On January 18, 2025, Perplexity, the AI-powered search engine, submitted a bid to merge with TikTok. The offer landed during a week of M&A hysteria.

Perplexity didn't have billions. They likely didn't have 1% of TikTok's asking price.

But for 48 hours, they weren't a "startup." They were a contender.

Most founders fear looking stupid. Consequently, they write boring press releases about version 2.1 updates. Perplexity proved that looking slightly unhinged is a valid trick to get attention.

The mechanics of a fake acquisition bid

The strategy relies on "anchoring upward."

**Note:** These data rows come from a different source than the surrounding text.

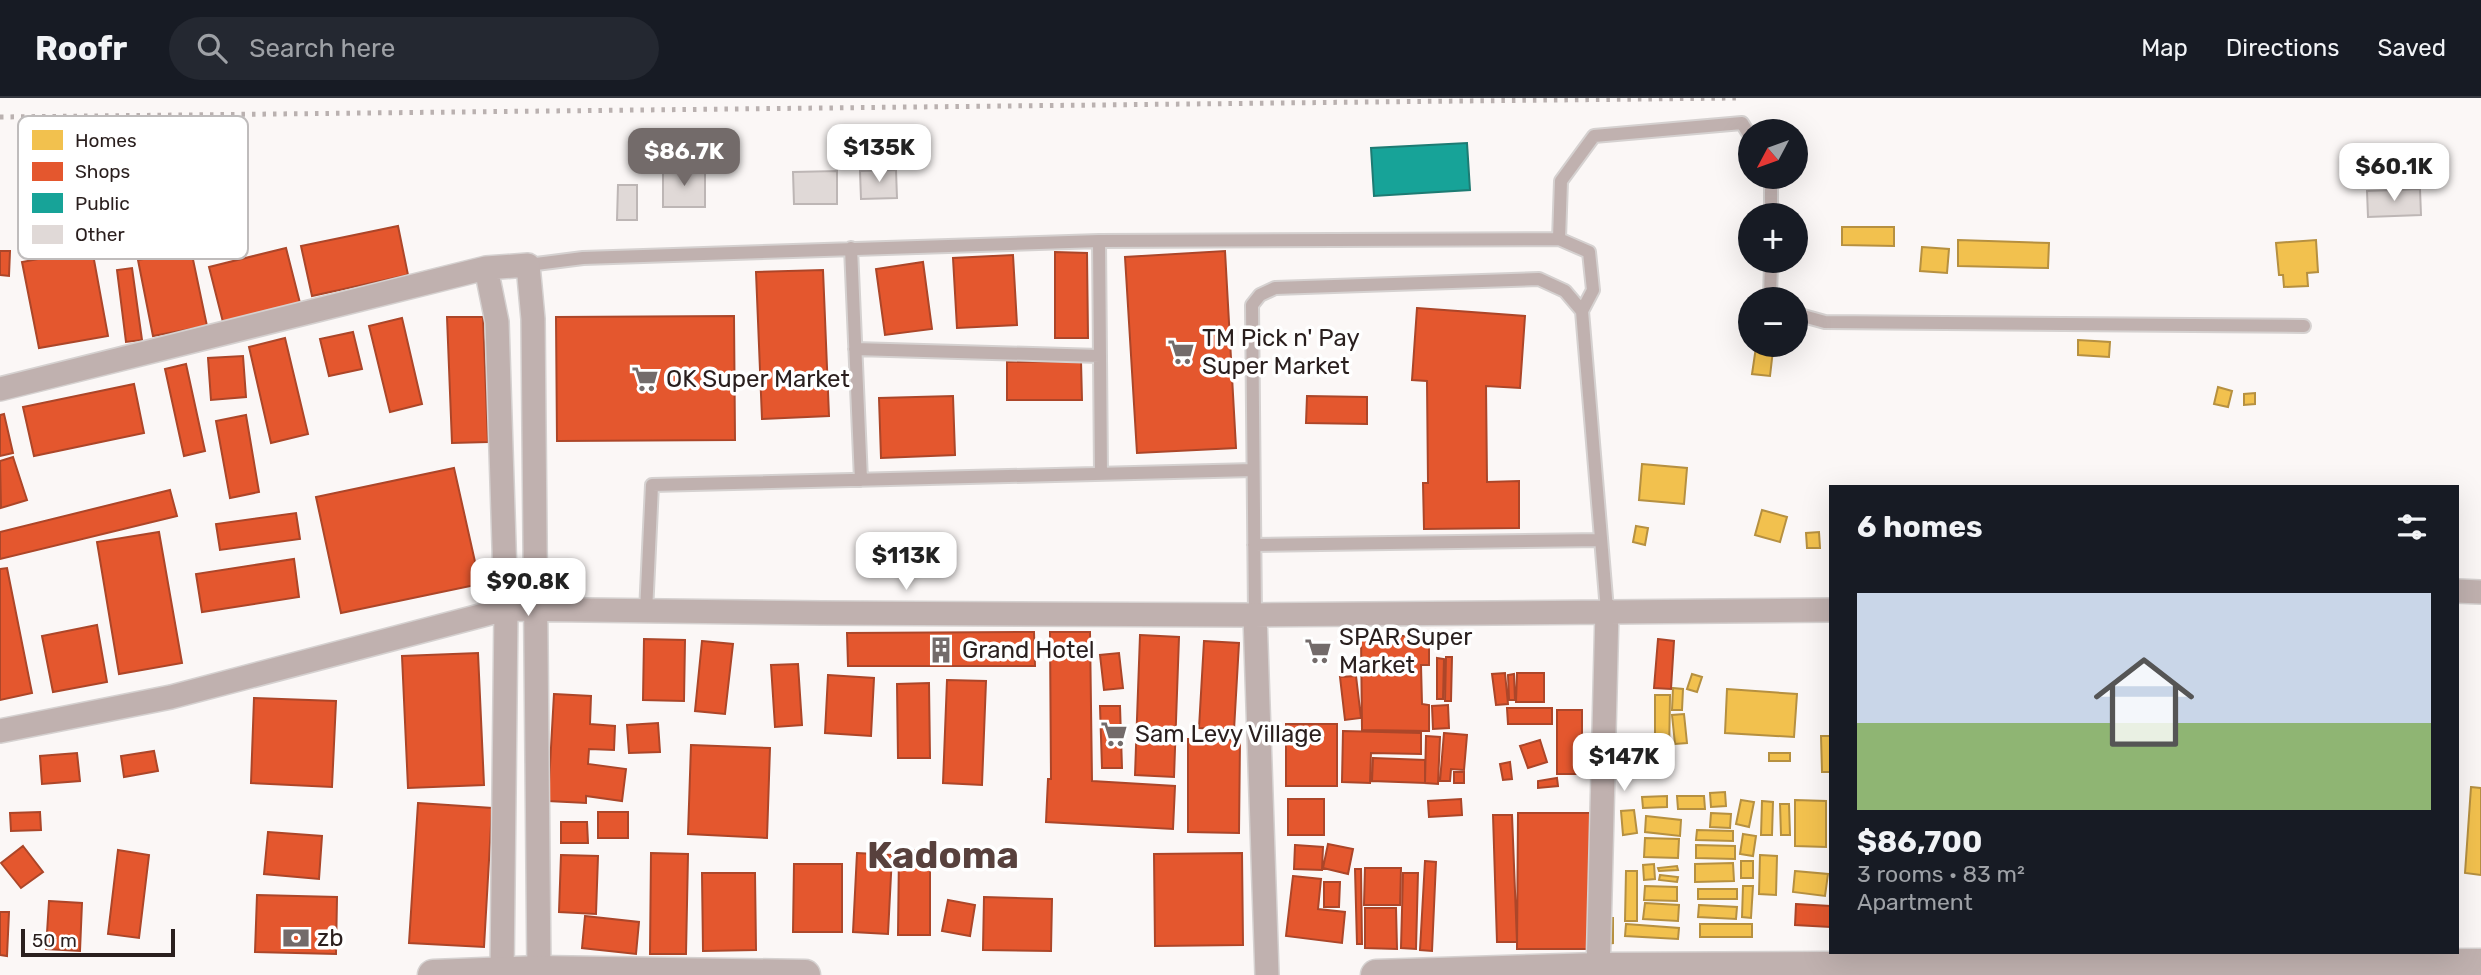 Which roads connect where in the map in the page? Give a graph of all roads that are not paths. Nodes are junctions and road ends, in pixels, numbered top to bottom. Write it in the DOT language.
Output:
graph roads {
  1 [pos="1738,123"];
  2 [pos="1559,239"];
  3 [pos="1099,241"];
  4 [pos="851,248"];
  5 [pos="528,265"];
  6 [pos="486,268"];
  7 [pos="1582,311"];
  8 [pos="1808,318"];
  9 [pos="2304,327"];
  10 [pos="855,349"];
  11 [pos="1100,356"];
  12 [pos="0,389"];
  13 [pos="1253,470"];
  14 [pos="1101,474"];
  15 [pos="861,480"];
  16 [pos="1601,540"];
  17 [pos="1254,545"];
  18 [pos="2459,591"];
  19 [pos="2481,593"];
  20 [pos="506,609"];
  21 [pos="534,610"];
  22 [pos="1607,610"];
  23 [pos="1829,610"];
  24 [pos="646,612"];
  25 [pos="1255,615"];
  26 [pos="0,731"];
  27 [pos="2481,964"];
  28 [pos="2040,965"];
  29 [pos="1598,971"];
  30 [pos="502,973"];
  31 [pos="539,973"];
  32 [pos="433,975"];
  33 [pos="805,975"];
  34 [pos="1267,975"];
  35 [pos="1376,975"];
  1 -- 2 [label="lane"];
  2 -- 3 [label="lane"];
  2 -- 7 [label="lane"];
  3 -- 4 [label="lane"];
  3 -- 11 [label="lane"];
  4 -- 5 [label="lane"];
  4 -- 10 [label="lane"];
  5 -- 6 [label="street"];
  5 -- 21 [label="street"];
  6 -- 12 [label="street"];
  6 -- 20 [label="street"];
  7 -- 13 [label="lane"];
  7 -- 16 [label="lane"];
  8 -- 9 [label="lane"];
  10 -- 11 [label="lane"];
  10 -- 15 [label="lane"];
  11 -- 14 [label="lane"];
  13 -- 14 [label="lane"];
  13 -- 17 [label="lane"];
  14 -- 15 [label="lane"];
  15 -- 24 [label="lane"];
  16 -- 17 [label="lane"];
  16 -- 22 [label="lane"];
  17 -- 25 [label="lane"];
  18 -- 19 [label="street"];
  20 -- 21 [label="street"];
  20 -- 26 [label="street"];
  20 -- 30 [label="street"];
  21 -- 24 [label="street"];
  21 -- 31 [label="street"];
  22 -- 23 [label="street"];
  22 -- 25 [label="street"];
  22 -- 29 [label="street"];
  24 -- 25 [label="street"];
  25 -- 34 [label="street"];
  27 -- 28 [label="street"];
  28 -- 29 [label="street"];
  29 -- 35 [label="street"];
  30 -- 31 [label="street"];
  30 -- 32 [label="street"];
  31 -- 33 [label="street"];
} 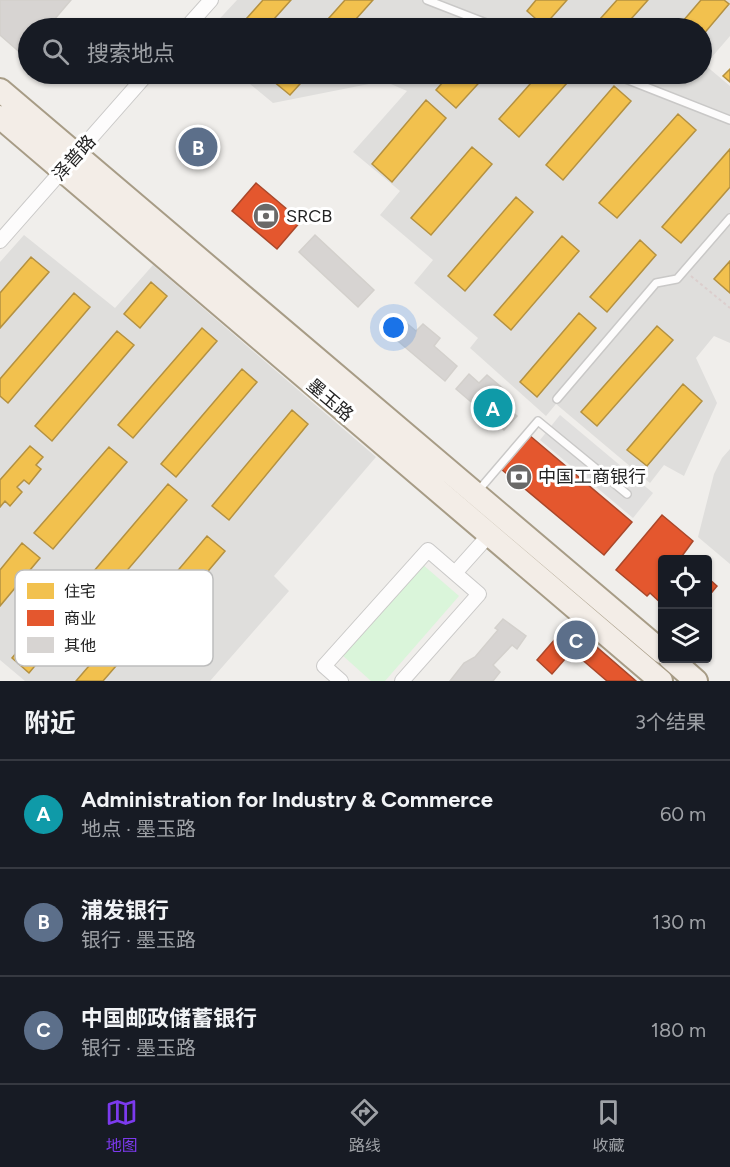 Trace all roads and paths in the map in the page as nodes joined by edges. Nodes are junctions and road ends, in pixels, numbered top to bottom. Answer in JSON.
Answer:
{"nodes":[{"id":1,"x":211,"y":0,"type":"edge"},
{"id":2,"x":427,"y":0,"type":"edge"},
{"id":3,"x":195,"y":18,"type":"edge"},
{"id":4,"x":473,"y":18,"type":"edge"},
{"id":5,"x":138,"y":84,"type":"edge"},
{"id":6,"x":638,"y":84,"type":"edge"},
{"id":7,"x":0,"y":90,"type":"edge"},
{"id":8,"x":0,"y":117,"type":"edge"},
{"id":9,"x":730,"y":120,"type":"edge"},
{"id":10,"x":69,"y":164,"type":"junction"},
{"id":11,"x":730,"y":218,"type":"edge"},
{"id":12,"x":0,"y":241,"type":"edge"},
{"id":13,"x":685,"y":270,"type":"junction"},
{"id":14,"x":730,"y":308,"type":"edge"},
{"id":15,"x":557,"y":399,"type":"dead end"},
{"id":16,"x":476,"y":494,"type":"junction"},
{"id":17,"x":627,"y":495,"type":"dead end"},
{"id":18,"x":460,"y":510,"type":"junction"},
{"id":19,"x":489,"y":535,"type":"junction"},
{"id":20,"x":455,"y":573,"type":"junction"},
{"id":21,"x":658,"y":648,"type":"edge"},
{"id":22,"x":676,"y":663,"type":"edge"},
{"id":23,"x":341,"y":681,"type":"edge"},
{"id":24,"x":402,"y":681,"type":"edge"},
{"id":25,"x":661,"y":681,"type":"edge"},
{"id":26,"x":696,"y":681,"type":"edge"}],
"edges":[{"from":1,"to":3,"type":"street"},
{"from":2,"to":4,"type":"lane"},
{"from":5,"to":10,"type":"street","name":"泽普路"},
{"from":6,"to":9,"type":"lane"},
{"from":7,"to":10,"type":"main road","name":"墨玉路"},
{"from":8,"to":10,"type":"main road","name":"墨玉路"},
{"from":10,"to":12,"type":"street","name":"泽普路"},
{"from":10,"to":16,"type":"main road","name":"墨玉路"},
{"from":10,"to":18,"type":"main road","name":"墨玉路"},
{"from":11,"to":13,"type":"lane"},
{"from":13,"to":14,"type":"path"},
{"from":13,"to":15,"type":"lane"},
{"from":16,"to":17,"type":"lane"},
{"from":16,"to":18,"type":"lane"},
{"from":16,"to":21,"type":"main road","name":"墨玉路"},
{"from":18,"to":19,"type":"main road","name":"墨玉路"},
{"from":19,"to":20,"type":"street"},
{"from":19,"to":25,"type":"main road","name":"墨玉路"},
{"from":20,"to":23,"type":"street"},
{"from":20,"to":24,"type":"street"},
{"from":22,"to":26,"type":"main road"}]}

Perplexity took a massive news event, the potential TikTok ban, and inserted themselves as the solution.

It didn't matter that the deal was impossible. The mere existence of the bid forced people to compare Perplexity to TikTok.

The news got a lot of comments on Hacker News.

Perplexity bid on TikTok - Hacker News discussion

Users debated the logistics. One comment summed it up perfectly: "The 'incredible free PR for almost no effort or money' pretend-merge."

Another user noted the real-world impact. "My dad (80 years old) just called yesterday to tell me about this cool new app he found—Perplexity. So I guess the PR is working."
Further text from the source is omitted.